→ **PROVIDED INFORMATION**
********************

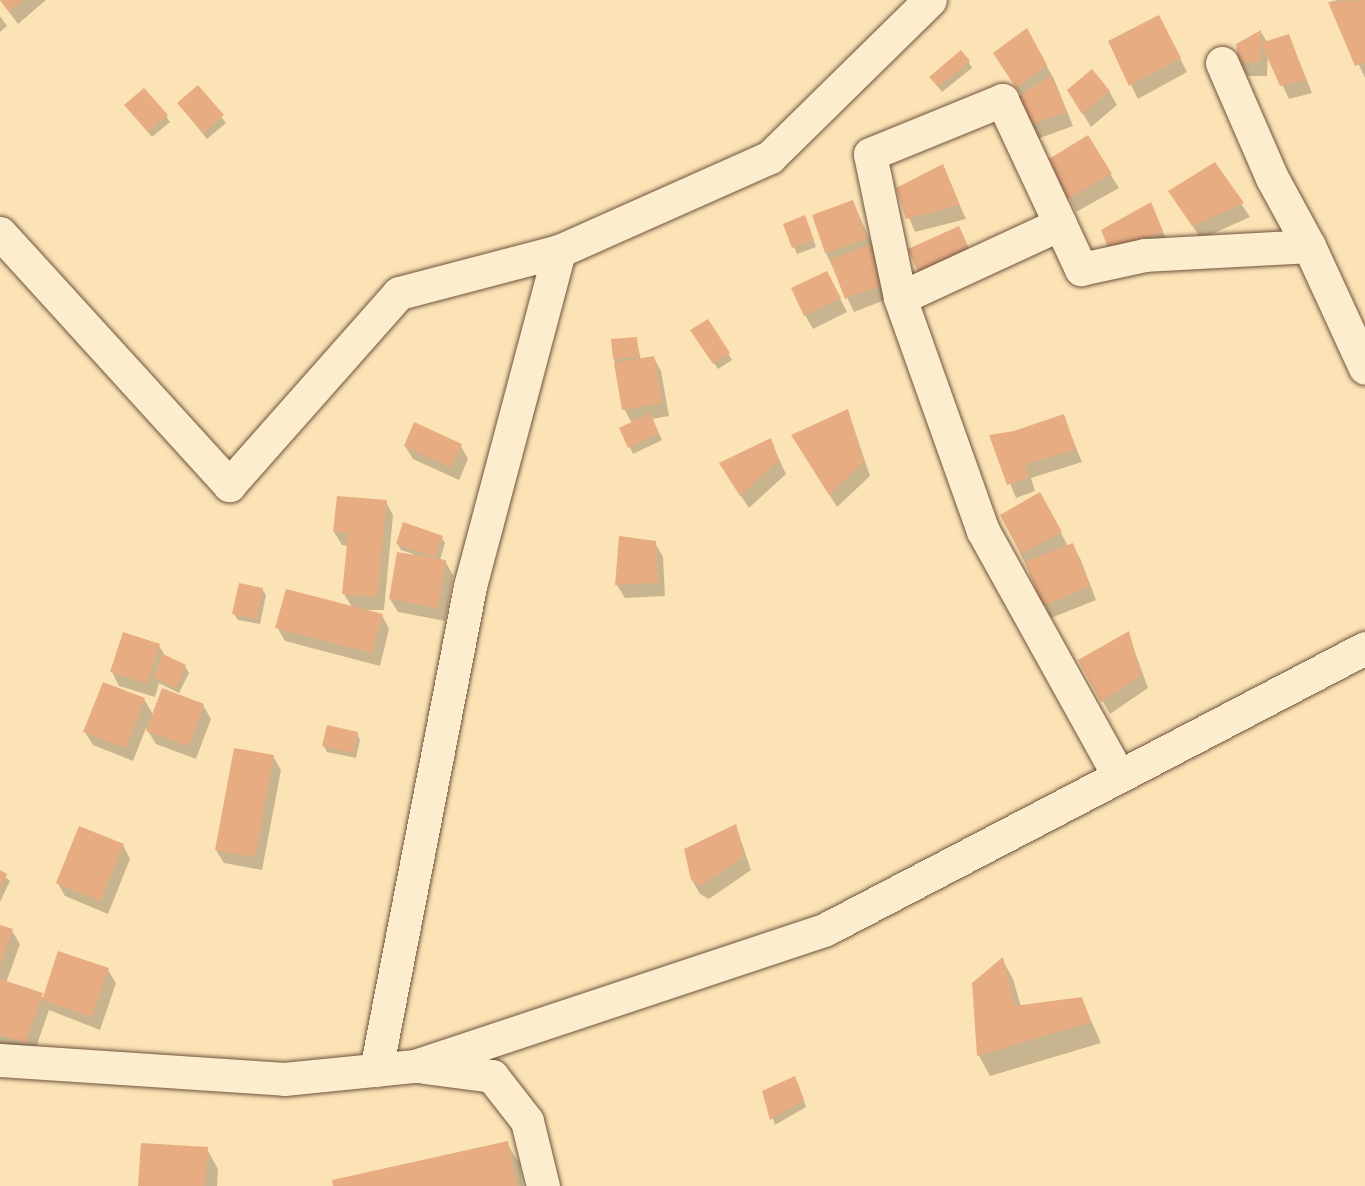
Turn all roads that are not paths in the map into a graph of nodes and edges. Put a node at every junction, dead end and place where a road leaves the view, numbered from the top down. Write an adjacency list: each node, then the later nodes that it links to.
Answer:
1 (930, 0): 6 (street)
2 (1222, 63): 5 (street)
3 (1060, 224): 5 (street); 7 (street); 7 (street)
4 (0, 233): 6 (street)
5 (1309, 246): 8 (street)
6 (559, 251): 13 (street)
7 (900, 298): 10 (street)
8 (1365, 368)
9 (1365, 648): 10 (street)
10 (1119, 776): 12 (street)
11 (0, 1060): 13 (street)
12 (415, 1066): 13 (street); 14 (street)
13 (376, 1070)
14 (543, 1186)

********************

→ **WHAT TO DO**
Copy the material above word for word, images excluded.

→ **TASK RESULT**
Turn all roads that are not paths in the map into a graph of nodes and edges. Put a node at every junction, dead end and place where a road leaves the view, numbered from the top down. Write an adjacency list: each node, then the later nodes that it links to.
Answer:
1 (930, 0): 6 (street)
2 (1222, 63): 5 (street)
3 (1060, 224): 5 (street); 7 (street); 7 (street)
4 (0, 233): 6 (street)
5 (1309, 246): 8 (street)
6 (559, 251): 13 (street)
7 (900, 298): 10 (street)
8 (1365, 368)
9 (1365, 648): 10 (street)
10 (1119, 776): 12 (street)
11 (0, 1060): 13 (street)
12 (415, 1066): 13 (street); 14 (street)
13 (376, 1070)
14 (543, 1186)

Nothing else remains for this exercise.